The number of magmas with 9 elements is: 68119360559090181752360568039079551890168488158332691488172212319110842810368

Here’s a magma with 12 elements:

The set is the set of positions of eggs in an egg carton with the function being where the egg is placed after making breakfast.

Categories, I believe, sit in a very good spot on this gradient as they let you create many different kinds of categories:

• the category of sets and functions
• the category of types and functions
• a topos
• the category of an F-algebra with F-homomorphisms
• the Hegelian taco

Categories let you extend them a lot, so much so that there have been several mathematicians who have tried rewriting the foundations of Mathematics in terms of Category Theory (CT). All this, while also not getting in your way.

A very nice generalisation of categories is something called a groupoid. Groupoids are categories where every morphism is an isomorphism. The theory of groupoids has been developed so much that ideas like Kant’s dialectic from philosophy can be modeled using some rather interesting groupoids.

Other Structures

You might be asking yourself:

Why does this not happen with other structures?

Good question, I don’t know the answer myself. But I know that the perspective that many mathematicians have about CT is that it is used as a tool for generalizations and to link different branches of Mathematics together. I have yet to have seen someone else have this perspective about some other field of Mathematics. I don’t mean to say that there isn’t anyone out there with a perspective like that. If there are, there definitely aren’t as many as those who view CT this way.

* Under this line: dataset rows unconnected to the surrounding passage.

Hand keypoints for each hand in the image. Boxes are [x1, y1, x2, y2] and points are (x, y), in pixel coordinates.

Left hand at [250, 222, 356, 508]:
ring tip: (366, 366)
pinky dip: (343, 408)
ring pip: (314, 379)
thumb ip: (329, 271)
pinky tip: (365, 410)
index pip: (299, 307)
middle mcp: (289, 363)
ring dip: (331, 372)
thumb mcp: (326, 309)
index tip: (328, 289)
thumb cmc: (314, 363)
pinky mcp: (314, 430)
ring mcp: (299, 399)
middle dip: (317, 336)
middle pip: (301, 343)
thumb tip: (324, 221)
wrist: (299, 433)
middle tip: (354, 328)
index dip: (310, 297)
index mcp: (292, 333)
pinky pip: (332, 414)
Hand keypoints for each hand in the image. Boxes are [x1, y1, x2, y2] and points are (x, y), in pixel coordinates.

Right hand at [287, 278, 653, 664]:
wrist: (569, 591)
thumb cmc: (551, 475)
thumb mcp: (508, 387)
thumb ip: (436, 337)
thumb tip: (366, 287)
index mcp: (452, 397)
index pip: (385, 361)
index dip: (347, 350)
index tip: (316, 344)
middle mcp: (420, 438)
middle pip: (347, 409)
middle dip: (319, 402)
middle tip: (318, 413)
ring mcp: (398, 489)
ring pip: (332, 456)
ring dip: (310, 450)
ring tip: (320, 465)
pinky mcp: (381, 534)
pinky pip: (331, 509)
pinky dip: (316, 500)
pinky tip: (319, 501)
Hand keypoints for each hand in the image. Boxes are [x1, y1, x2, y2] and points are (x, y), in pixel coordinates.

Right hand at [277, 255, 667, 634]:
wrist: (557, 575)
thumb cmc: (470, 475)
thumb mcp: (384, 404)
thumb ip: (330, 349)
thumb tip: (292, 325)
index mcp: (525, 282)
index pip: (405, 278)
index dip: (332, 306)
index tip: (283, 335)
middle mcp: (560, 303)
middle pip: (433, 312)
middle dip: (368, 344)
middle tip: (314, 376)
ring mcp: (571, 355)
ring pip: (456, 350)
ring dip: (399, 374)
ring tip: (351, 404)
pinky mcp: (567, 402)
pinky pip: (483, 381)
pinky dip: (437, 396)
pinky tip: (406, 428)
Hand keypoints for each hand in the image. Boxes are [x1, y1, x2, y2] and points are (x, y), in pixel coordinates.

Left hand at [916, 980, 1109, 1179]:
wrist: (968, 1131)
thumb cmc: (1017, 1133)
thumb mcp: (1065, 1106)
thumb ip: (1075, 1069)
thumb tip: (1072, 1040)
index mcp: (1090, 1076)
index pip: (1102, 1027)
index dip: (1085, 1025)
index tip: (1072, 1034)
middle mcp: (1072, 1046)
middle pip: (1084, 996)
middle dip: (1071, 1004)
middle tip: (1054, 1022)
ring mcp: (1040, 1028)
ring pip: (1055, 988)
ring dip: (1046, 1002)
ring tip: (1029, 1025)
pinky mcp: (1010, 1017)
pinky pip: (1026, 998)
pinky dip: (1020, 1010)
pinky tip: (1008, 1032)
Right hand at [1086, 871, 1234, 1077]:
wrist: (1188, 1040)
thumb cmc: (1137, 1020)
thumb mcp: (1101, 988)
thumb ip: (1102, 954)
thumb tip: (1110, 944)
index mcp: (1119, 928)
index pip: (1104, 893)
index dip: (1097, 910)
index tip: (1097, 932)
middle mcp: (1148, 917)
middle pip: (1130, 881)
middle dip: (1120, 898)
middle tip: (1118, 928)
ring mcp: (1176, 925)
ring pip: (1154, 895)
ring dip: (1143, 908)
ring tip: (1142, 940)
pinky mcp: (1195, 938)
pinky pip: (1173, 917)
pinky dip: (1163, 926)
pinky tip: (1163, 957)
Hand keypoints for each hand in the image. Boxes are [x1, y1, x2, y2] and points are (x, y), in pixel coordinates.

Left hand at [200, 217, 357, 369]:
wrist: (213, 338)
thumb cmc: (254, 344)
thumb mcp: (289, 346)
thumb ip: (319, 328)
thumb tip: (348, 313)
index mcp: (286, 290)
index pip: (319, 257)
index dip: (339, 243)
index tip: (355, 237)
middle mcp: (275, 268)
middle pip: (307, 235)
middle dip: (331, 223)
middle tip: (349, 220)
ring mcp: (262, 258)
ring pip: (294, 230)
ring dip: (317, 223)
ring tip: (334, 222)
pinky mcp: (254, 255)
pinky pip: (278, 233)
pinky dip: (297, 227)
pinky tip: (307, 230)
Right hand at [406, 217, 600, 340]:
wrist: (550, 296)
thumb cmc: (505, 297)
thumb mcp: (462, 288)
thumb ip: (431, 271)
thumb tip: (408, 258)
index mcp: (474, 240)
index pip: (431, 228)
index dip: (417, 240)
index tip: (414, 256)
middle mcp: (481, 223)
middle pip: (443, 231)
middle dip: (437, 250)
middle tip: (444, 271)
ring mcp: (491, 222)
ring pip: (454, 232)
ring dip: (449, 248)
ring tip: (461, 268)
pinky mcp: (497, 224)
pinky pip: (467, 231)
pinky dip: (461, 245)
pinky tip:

I would also like to point out that Set Theory (ST) has also been used to develop math foundations and is therefore used frequently in other branches of Mathematics. In this case though, many things in ST can be reframed as basic concepts of CT. You can read more about this on my post about ETCS.

Motivation

So, why is this important?

Well first we have to look at my perspective on how to organize solutions for problems. I believe that one should let problems develop organically, and only after seeing the organic pattern develop, impose a structure that reflects the organic development. For example, many researchers will let their minds race on a new problem landscape, to see if there are any new or missing perspectives. If this seems promising, formalisations come into play. After formalising, the most natural question to make is: has this been done before? That single question is the imposition of a structure onto a problem that developed organically. The consequence of finding out that someone else has worked on something similar to the theory you have developed is to compare and contrast your theory to their theory. One can see this same sequence of steps play out in many places, not just Mathematics research.

In this case, CT seems to be like the most natural way to continue extending ideas in some places in Mathematics.

Abrupt ending so that the food for thought gets force-fed.